Description
The cross-country skiing course at the winter Moolympics is described by an M x N grid of elevations (1 <= M,N <= 500), each elevation being in the range 0 .. 1,000,000,000. Some of the cells in this grid are designated as starting points for the course. The organizers of the Moolympics want to assign a difficulty rating to each starting point. The difficulty level of a starting point P should be the minimum possible value of D such that a cow can successfully reach at least T total cells of the grid (1 <= T <= MN), if she starts at P and can only move from cell to adjacent cell if the absolute difference in elevation between the cells is at most D. Two cells are adjacent if one is directly north, south, east, or west of the other.

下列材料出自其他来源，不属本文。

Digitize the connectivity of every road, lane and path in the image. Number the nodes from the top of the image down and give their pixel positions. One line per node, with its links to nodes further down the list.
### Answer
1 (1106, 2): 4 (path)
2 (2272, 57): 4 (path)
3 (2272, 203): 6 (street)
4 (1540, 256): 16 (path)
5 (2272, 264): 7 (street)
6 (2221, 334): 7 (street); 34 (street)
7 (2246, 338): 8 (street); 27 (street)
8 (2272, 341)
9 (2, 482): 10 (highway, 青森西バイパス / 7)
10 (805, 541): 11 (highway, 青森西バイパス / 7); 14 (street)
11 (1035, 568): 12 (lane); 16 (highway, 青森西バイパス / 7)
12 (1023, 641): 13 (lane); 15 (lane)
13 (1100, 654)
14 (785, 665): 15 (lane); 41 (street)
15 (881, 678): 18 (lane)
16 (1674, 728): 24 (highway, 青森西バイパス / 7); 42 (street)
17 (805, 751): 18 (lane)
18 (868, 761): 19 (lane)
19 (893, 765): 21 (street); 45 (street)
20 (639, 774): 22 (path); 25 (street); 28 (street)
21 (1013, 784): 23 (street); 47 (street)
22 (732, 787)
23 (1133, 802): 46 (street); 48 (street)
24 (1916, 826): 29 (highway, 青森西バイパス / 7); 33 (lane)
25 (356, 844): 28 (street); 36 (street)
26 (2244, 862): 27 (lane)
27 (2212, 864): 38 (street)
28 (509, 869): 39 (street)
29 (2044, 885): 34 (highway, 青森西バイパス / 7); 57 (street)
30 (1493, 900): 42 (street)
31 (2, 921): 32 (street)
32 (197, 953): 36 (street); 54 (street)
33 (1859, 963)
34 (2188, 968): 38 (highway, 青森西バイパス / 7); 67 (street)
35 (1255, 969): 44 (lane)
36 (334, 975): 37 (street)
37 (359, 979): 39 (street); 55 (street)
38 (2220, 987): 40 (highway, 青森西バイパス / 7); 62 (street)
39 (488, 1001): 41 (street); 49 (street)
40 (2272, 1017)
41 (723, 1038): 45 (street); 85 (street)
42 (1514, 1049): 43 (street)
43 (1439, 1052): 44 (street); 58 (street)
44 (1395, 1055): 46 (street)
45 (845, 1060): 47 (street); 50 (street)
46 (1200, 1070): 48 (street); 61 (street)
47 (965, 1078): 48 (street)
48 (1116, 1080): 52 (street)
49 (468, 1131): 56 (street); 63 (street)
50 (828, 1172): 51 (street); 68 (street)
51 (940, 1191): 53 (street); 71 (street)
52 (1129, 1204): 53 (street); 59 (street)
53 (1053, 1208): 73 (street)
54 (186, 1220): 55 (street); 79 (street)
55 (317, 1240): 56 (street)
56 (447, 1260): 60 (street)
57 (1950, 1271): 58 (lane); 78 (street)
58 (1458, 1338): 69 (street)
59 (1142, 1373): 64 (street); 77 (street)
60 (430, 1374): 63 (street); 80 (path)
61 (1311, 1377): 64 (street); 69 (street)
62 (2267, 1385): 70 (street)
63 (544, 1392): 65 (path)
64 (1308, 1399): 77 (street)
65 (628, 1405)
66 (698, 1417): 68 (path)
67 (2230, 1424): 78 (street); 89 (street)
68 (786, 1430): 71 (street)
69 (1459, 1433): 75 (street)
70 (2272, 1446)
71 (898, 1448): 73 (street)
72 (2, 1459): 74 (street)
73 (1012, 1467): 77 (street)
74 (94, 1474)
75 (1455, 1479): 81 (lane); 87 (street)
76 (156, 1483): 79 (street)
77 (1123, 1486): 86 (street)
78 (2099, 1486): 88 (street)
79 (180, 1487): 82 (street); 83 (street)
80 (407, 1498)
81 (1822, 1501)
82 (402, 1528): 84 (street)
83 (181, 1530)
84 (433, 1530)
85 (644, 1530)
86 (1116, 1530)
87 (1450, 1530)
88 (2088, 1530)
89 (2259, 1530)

Please help the organizers compute the difficulty rating for each starting point.
给定一个n*m的高度矩阵,一个点的难度P是指 最小的D使得以这个点为起点,可到达的格子数量至少为T,一个格子可以到另外一个格子必须保证两个格子相邻且高度差不超过D,相邻是指4-相邻。再给定一个同样大小的01矩阵,求出所有1处格子的难度和。
Line 1: The integers M, N, and T.
Lines 2..1+M: Each of these M lines contains N integer elevations.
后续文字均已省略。